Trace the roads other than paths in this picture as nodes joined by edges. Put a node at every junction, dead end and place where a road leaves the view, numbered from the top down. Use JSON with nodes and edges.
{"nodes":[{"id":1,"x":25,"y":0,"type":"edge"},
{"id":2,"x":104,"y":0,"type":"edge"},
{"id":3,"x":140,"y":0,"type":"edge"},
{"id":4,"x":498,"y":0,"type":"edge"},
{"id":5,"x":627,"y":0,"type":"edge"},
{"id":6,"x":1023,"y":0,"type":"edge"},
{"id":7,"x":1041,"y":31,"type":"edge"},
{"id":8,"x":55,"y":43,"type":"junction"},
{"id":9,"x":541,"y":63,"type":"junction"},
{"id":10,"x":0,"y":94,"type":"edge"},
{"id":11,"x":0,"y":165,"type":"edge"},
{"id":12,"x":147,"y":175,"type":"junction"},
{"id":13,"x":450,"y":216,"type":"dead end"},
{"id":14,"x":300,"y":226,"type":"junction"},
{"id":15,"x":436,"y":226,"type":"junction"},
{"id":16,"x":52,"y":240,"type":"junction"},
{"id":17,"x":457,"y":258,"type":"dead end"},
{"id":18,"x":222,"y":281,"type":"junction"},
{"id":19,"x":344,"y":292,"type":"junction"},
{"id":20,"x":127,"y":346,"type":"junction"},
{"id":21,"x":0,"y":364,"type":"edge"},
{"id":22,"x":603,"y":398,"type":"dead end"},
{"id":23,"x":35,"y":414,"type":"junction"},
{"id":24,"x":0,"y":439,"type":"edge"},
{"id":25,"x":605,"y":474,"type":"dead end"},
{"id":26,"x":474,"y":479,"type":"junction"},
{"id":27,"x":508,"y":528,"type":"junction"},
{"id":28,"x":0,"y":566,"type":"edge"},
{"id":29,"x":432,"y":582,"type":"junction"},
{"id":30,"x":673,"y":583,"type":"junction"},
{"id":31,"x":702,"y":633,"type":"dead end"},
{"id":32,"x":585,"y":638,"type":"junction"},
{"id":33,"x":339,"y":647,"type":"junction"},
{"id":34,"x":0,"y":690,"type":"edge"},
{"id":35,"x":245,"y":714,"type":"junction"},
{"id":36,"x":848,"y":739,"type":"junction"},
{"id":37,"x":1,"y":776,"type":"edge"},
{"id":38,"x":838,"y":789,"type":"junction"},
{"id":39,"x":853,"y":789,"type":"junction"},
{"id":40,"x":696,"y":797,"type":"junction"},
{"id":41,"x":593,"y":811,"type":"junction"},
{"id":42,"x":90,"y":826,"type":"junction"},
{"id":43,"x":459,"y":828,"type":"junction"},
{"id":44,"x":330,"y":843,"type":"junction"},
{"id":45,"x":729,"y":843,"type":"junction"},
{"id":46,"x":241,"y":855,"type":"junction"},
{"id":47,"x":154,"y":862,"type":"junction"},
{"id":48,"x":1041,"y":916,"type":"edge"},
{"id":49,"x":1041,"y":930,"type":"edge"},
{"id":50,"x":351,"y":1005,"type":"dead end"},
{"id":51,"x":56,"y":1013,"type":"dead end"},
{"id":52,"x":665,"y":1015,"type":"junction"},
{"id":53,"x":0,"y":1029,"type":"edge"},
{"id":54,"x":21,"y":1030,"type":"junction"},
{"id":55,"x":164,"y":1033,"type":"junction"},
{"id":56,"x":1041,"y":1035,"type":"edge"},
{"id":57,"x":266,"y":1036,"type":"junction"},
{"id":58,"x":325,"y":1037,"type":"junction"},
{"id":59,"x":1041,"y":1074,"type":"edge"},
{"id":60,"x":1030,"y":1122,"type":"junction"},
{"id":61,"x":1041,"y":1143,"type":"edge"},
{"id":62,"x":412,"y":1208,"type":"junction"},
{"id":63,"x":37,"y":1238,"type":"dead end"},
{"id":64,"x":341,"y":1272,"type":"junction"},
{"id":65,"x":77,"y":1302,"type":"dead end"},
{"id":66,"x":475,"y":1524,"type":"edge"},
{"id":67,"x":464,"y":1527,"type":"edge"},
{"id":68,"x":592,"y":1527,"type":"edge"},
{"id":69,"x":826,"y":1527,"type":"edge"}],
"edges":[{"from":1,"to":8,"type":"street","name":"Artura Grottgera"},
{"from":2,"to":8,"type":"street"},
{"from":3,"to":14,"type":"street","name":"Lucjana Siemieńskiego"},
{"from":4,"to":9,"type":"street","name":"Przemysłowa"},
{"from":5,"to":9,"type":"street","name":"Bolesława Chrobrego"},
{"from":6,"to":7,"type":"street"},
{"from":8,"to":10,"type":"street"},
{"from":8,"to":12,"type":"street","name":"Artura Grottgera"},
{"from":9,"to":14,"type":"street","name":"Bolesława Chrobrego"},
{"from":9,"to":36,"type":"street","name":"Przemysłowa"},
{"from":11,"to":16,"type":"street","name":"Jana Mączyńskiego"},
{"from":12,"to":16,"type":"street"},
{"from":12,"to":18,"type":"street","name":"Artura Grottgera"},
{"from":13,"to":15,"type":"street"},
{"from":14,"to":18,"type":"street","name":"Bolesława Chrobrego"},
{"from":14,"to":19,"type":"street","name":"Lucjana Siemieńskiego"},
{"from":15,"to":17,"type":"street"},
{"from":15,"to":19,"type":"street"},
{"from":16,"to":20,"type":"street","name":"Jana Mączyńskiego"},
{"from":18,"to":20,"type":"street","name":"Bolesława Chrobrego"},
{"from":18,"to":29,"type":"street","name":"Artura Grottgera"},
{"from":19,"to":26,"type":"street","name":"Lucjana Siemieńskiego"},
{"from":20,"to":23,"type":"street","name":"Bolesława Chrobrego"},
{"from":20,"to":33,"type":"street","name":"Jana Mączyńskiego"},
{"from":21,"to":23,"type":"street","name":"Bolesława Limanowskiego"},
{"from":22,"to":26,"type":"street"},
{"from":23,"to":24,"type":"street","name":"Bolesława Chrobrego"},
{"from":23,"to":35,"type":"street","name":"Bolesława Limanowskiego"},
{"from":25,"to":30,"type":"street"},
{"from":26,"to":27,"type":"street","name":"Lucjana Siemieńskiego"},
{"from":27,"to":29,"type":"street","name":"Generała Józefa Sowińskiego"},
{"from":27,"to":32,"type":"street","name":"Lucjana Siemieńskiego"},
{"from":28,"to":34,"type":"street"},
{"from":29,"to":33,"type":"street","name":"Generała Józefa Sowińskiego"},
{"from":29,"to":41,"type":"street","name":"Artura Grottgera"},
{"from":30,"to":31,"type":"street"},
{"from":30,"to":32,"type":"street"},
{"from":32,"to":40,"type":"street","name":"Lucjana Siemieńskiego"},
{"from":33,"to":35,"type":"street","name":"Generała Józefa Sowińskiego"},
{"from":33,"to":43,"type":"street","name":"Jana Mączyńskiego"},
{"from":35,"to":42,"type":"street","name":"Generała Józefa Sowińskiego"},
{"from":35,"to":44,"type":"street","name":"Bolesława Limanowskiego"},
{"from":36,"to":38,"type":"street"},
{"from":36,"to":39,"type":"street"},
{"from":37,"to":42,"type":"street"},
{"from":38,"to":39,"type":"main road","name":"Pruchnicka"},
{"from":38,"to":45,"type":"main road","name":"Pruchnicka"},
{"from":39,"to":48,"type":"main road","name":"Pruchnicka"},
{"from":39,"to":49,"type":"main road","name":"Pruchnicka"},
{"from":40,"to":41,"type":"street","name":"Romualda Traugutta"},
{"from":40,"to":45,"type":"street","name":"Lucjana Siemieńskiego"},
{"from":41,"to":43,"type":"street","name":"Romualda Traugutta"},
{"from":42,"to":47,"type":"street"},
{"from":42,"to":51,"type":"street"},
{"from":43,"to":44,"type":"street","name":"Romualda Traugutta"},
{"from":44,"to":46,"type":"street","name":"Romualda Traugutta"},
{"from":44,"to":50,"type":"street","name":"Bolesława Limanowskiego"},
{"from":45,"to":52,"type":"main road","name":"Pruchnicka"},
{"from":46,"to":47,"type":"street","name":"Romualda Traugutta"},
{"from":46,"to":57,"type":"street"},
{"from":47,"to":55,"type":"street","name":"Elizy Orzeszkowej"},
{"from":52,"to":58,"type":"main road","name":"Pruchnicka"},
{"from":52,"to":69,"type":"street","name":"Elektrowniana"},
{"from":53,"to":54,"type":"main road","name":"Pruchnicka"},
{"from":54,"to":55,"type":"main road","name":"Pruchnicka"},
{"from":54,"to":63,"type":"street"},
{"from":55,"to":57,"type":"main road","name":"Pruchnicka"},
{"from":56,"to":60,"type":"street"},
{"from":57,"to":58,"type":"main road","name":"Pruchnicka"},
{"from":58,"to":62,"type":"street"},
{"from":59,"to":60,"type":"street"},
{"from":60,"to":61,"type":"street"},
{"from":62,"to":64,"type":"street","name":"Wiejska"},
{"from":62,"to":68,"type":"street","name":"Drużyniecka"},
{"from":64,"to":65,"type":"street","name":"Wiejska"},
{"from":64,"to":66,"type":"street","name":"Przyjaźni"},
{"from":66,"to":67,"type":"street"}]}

> _WORK ITEM_:
State how many lines of the records above contain "Wiejska", with no words besides the number.

> _TASK OUTPUT_:
2